Reporter Barbara Rose further writes about the use of smoking policies in general -Smoking is a lightning rod for controversy, as is the question of whether workers who smoke should have to pay more for their health insurance.

It's no wonder then that Whirlpool Corp. made headlines last week for suspending 39 workers who were seen smoking outside their Evansville, Ind., factory despite enrolling for insurance as non-smokers.  Whirlpool's smokers pay $500 a year more for their employer-provided health insurance—a penalty big enough to increase the likelihood of cheating—but how would the company find out? Internet message boards buzzed last week with speculation about spy cameras and company snitches.   

But truth sometimes is stranger than fiction. It wasn't management surveillance or finger-pointing co-workers that outed the smokers. It was the employees themselves.  A little history is in order.

The workers' union challenged the smoker fees in 2006, citing a state law, and an arbiter ruled the company had to pay back the surcharges collected during a 28-month period through June 2006. The amount was expected to be about $1,000 per employee, according to the Evansville Courier & PressLast month, Whirlpool's suit to overturn the ruling was dismissed in a sealed settlement, setting the stage for rebates.  The suspended workers drew attention to their smoking when they asked for the rebates, prompting the company to check to see whether they had paid the fees. Apparently they hadn't.

Whirlpool declined to comment about what happened. Last week's statement confirming the suspensions said "falsifying company documents is a serious offense" punishable by suspension or termination. Workers are represented by Local 808 of the International Union of Electronic, Electrical, Salaried, Machine and Furniture Workers-Communication Workers of America, but the union also declined to comment. . . .

Nobody anticipated the trouble that would ensue from the union's 2007 grievance over the fees.
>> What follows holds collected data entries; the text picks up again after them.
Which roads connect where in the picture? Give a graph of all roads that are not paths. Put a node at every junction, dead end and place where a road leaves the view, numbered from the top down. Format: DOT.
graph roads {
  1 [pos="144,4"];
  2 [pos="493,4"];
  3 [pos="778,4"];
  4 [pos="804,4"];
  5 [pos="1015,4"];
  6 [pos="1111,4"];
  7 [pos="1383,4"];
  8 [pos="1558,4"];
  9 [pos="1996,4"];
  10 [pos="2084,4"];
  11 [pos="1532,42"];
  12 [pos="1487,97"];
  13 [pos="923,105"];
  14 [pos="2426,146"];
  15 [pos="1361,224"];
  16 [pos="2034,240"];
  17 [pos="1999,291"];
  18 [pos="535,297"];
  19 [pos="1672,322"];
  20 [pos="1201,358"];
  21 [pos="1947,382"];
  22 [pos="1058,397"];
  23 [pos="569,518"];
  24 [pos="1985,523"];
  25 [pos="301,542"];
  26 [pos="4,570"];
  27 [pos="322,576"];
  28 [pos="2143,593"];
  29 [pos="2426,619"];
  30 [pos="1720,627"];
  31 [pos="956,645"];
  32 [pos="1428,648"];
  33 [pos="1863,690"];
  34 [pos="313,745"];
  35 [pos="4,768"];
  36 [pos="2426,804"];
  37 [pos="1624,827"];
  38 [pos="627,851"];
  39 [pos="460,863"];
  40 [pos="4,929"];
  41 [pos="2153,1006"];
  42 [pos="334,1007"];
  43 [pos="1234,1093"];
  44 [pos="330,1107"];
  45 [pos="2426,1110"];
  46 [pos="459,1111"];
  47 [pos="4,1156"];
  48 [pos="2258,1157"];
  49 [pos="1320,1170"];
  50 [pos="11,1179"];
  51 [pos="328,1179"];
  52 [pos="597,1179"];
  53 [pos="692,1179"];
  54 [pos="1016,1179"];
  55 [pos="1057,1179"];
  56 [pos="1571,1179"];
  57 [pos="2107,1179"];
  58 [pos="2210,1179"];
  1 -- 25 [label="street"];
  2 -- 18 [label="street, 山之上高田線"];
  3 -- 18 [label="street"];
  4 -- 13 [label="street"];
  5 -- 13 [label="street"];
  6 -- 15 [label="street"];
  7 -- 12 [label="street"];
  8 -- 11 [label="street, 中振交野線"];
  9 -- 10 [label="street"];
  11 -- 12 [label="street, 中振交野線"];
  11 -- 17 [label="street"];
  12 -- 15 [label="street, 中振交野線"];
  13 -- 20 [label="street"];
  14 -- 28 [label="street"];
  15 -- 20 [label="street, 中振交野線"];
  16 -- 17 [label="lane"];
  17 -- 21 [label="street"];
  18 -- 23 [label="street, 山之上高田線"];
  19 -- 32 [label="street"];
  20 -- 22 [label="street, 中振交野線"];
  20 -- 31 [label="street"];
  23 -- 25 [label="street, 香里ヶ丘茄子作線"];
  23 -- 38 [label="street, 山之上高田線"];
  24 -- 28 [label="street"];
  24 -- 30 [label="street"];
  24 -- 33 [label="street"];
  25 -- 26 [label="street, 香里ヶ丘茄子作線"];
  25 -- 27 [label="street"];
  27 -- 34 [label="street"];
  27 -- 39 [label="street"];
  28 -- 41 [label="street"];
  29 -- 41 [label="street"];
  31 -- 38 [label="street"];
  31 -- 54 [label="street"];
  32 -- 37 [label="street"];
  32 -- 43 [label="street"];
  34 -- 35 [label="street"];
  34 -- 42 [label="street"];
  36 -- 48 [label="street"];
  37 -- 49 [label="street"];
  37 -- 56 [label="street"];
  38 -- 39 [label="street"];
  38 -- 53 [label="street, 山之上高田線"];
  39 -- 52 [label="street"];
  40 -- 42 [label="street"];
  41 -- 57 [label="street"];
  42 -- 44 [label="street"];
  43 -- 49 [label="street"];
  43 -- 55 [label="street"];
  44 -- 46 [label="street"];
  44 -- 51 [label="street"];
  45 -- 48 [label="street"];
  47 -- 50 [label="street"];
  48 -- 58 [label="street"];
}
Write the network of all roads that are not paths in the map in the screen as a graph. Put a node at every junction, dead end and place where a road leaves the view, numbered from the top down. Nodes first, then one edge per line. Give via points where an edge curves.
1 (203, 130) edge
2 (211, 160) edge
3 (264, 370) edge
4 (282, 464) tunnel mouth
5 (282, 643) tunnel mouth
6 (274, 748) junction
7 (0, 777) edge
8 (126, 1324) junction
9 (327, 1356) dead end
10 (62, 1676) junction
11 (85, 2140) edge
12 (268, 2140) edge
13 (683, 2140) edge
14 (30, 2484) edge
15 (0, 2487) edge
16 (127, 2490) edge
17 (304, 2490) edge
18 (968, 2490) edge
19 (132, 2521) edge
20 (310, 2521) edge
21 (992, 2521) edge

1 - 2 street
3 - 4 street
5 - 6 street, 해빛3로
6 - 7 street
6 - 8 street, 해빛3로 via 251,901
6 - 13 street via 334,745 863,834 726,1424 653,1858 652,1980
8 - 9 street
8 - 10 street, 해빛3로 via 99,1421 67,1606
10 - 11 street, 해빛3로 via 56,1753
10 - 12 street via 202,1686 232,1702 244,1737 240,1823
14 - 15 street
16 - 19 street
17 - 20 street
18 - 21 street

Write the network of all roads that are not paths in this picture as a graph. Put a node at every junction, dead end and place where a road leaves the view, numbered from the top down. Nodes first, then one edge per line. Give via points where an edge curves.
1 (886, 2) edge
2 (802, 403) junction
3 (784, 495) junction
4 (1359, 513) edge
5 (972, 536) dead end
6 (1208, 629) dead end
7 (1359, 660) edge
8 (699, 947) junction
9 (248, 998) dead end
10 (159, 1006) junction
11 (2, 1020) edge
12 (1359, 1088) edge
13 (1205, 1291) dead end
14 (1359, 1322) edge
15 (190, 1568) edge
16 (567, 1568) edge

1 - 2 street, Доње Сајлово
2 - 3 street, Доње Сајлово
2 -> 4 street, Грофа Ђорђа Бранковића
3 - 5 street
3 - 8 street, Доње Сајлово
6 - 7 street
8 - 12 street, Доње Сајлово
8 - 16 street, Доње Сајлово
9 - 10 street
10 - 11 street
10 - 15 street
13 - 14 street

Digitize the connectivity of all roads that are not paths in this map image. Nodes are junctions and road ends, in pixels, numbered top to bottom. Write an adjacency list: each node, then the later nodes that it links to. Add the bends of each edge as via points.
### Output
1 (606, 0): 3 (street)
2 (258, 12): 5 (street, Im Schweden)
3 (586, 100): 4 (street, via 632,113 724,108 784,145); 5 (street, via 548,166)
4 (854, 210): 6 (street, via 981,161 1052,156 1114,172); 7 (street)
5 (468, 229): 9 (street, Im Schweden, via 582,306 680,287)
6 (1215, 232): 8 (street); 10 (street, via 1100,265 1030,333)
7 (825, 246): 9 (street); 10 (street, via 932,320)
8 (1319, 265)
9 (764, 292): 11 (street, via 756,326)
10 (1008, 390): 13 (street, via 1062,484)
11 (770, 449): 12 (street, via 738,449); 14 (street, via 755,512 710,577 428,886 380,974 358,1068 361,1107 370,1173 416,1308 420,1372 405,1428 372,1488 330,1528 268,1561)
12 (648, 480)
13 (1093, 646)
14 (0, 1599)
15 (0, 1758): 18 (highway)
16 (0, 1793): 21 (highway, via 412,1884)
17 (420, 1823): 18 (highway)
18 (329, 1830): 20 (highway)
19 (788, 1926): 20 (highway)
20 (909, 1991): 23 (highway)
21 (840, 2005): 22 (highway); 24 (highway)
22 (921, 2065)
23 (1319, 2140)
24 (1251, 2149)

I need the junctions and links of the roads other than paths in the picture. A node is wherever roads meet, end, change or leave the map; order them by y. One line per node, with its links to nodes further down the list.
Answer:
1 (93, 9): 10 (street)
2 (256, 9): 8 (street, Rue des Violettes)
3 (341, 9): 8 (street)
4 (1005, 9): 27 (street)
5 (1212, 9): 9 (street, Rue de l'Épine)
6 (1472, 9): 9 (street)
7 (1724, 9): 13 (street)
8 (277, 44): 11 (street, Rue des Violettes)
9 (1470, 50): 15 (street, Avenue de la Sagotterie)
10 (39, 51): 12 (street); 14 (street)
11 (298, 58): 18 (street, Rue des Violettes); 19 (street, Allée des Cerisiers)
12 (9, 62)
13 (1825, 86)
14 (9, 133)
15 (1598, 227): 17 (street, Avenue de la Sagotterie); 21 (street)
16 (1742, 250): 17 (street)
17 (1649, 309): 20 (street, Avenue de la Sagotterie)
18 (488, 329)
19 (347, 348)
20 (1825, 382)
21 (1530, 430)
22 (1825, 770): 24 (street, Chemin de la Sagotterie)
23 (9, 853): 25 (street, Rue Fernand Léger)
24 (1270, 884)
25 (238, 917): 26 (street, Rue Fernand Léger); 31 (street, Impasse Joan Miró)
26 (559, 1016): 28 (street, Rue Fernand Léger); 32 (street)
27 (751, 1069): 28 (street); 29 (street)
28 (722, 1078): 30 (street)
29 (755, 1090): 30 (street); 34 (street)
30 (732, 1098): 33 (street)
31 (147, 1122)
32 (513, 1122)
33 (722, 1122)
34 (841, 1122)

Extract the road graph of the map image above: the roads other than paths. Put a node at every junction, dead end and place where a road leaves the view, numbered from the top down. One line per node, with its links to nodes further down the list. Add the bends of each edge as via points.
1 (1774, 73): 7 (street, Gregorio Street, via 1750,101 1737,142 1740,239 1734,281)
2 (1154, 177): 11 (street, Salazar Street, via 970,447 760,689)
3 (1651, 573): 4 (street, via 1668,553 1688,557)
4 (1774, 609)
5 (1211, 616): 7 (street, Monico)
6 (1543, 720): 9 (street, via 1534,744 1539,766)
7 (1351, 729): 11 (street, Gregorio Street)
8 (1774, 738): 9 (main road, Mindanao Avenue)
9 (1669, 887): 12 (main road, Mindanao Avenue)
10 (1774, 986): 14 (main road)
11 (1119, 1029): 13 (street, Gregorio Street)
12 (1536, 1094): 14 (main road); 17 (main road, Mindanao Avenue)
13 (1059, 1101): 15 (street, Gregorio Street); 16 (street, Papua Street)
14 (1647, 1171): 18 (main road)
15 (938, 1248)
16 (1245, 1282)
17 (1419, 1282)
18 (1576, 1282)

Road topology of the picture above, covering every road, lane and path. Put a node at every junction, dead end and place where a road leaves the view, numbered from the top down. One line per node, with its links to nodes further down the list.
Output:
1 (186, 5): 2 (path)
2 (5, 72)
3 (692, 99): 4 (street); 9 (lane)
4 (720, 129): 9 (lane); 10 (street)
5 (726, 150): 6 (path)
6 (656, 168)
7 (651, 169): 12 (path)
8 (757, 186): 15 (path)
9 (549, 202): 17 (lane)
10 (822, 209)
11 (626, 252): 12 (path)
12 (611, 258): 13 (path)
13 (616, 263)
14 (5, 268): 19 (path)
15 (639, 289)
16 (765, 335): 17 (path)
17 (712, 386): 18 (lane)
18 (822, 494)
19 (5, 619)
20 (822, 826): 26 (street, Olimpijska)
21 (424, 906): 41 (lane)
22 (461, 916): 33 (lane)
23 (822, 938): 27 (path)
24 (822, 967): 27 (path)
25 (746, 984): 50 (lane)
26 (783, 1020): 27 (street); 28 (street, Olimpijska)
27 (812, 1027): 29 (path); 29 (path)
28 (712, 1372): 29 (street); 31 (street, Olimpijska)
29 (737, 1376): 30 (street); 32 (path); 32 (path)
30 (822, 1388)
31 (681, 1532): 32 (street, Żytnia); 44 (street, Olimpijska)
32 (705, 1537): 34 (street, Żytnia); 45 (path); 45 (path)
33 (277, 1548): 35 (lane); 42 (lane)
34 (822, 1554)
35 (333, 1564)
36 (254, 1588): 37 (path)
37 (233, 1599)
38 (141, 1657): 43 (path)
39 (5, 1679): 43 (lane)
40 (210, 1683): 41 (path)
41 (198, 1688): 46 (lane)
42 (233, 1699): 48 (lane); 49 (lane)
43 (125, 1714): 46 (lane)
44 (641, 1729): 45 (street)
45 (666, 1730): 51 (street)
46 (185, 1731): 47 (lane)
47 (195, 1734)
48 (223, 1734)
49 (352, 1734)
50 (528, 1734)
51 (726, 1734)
The sheer number of employees suspended last week was unusual. Managers were forced to call back laid-off workers to keep the plant running.  . . .

Some no doubt will say the workers deserve to be punished if they lied on their enrollment forms. I'm tempted to say that companies ought not to ask questions about employees' health-related habits in the first place. Don't ask, don't tell.  On the other hand, I know that some companies help workers lead longer, healthier and more productive lives by offering programs that include questions about smoking and rewards for those who don't. The best of the corporate wellness programs that have been around for more than a decade include incentives for healthy behaviors. . .

The pendulum may be swinging toward the notion that employees who smoke ought to pay more for employer-provided insurance because their health-care costs are higher. Still, a minority of companies have adopted the practice.  A survey by consulting firm Mercer found that only 5 percent of employers with 500 or more workers varied health-care premiums based on smoker status in 2007. Among large employers, those with 20,000 or more employees, the number was 16 percent.  Charging smokers more inevitably raises issues of testing and enforcement. Most companies rely on the honor system. At Whirlpool's Evansville plant, that system seems to have failed.